The Yana are a group of Native Americans indigenous to Northern California in the central Sierra Nevada, on the western side of the range. Their lands, prior to encroachment by white settlers, bordered the Pit and Feather Rivers. They were nearly destroyed during the California genocide in the latter half of the 19th century. Descendants of the Central and Southern Yana continue to live in California as members of Redding Rancheria.

==Etymology==
The Yana-speaking people comprise four groups: the North Yana, the Central Yana, the Southern Yana, and the Yahi, two of which - the Central and Southern - have living descendants. The noun stem Ya- means "person"; the noun suffix is -na in the northern Yana dialects and -hi [xi] in the southern dialects.

==History==

Anthropologist Alfred L. Kroeber put the 1770 population of the Yana at 1,500, and Sherburne F. Cook estimated their numbers at 1,900 and 1,850. Other estimates of the total Yana population before the Gold Rush exceed 3,000. They lived on wild game, salmon, fruit, acorns and roots.

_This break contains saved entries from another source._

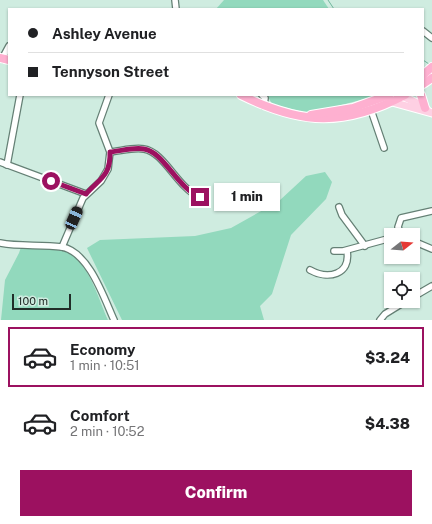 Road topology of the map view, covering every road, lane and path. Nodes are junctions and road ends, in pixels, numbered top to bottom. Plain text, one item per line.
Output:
1 (424, 32) edge
2 (432, 38) edge
3 (8, 49) edge
4 (4, 59) edge
5 (20, 96) edge
6 (109, 96) edge
7 (243, 96) edge
8 (263, 96) edge
9 (405, 96) edge
10 (422, 96) edge
11 (390, 98) edge
12 (264, 106) junction
13 (371, 110) junction
14 (429, 110) edge
15 (302, 117) junction
16 (384, 148) dead end
17 (110, 152) junction
18 (0, 162) edge
19 (7, 165) junction
20 (86, 194) junction
21 (200, 197) dead end
22 (339, 207) dead end
23 (432, 211) edge
24 (399, 228) edge
25 (384, 240) edge
26 (0, 243) edge
27 (420, 244) edge
28 (365, 246) junction
29 (62, 247) junction
30 (432, 249) edge
31 (334, 251) dead end
32 (347, 251) junction
33 (310, 270) dead end
34 (432, 286) edge
35 (420, 293) edge
36 (395, 308) edge
37 (114, 320) edge
38 (380, 320) edge

1 - 2 street
3 - 4 street
5 - 19 street
6 - 17 street
7 - 12 highway
8 - 12 street
9 - 14 main road
10 - 14 highway
11 - 13 highway
11 - 14 main road
11 - 15 highway
12 - 15 highway
13 - 15 highway
13 - 16 street
17 - 20 street
17 - 21 street
18 - 19 street
19 - 20 street
20 - 29 street
22 - 28 street
23 - 24 street
25 - 28 street
26 - 29 street
27 - 30 street
28 - 32 street
29 - 37 street
31 - 32 street
32 - 33 street
34 - 35 street
36 - 38 street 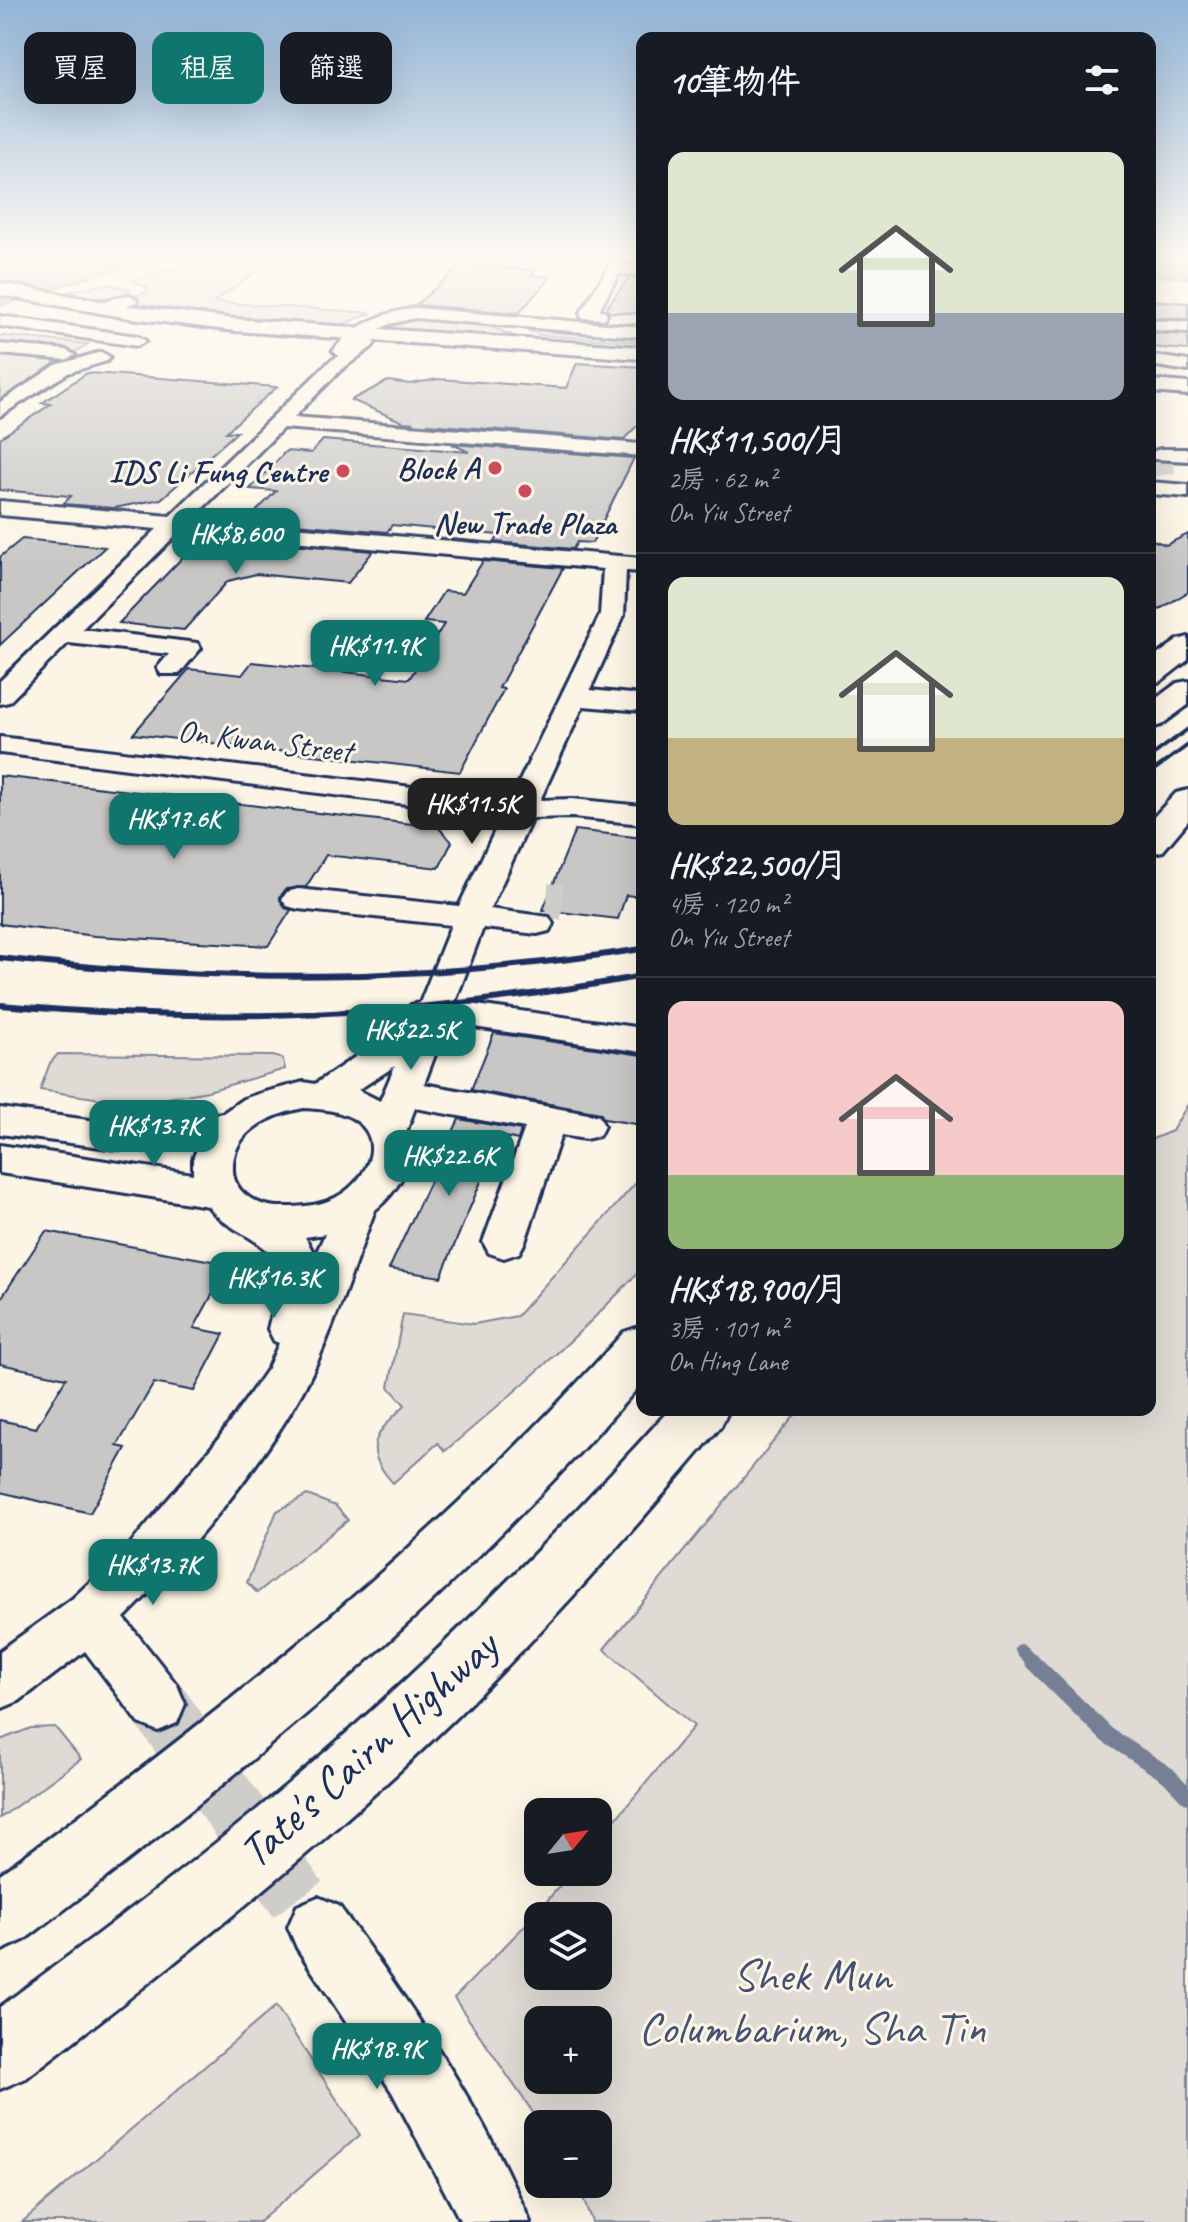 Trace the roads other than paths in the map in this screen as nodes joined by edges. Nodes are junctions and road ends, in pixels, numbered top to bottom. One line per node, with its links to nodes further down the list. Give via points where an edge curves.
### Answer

Their territory was approximately 2,400 square miles, or more than 6,000 km^{2}, and contained mountain streams, gorges, boulder-strewn hills, and lush meadows. Each group had relatively distinct boundaries, dialects and customs.

Yana faced frequent massacres over the course of the California Genocide, which served to decimate their population. These included massacres at Cow Creek, Battle Creek, Millville, and Bear Creek.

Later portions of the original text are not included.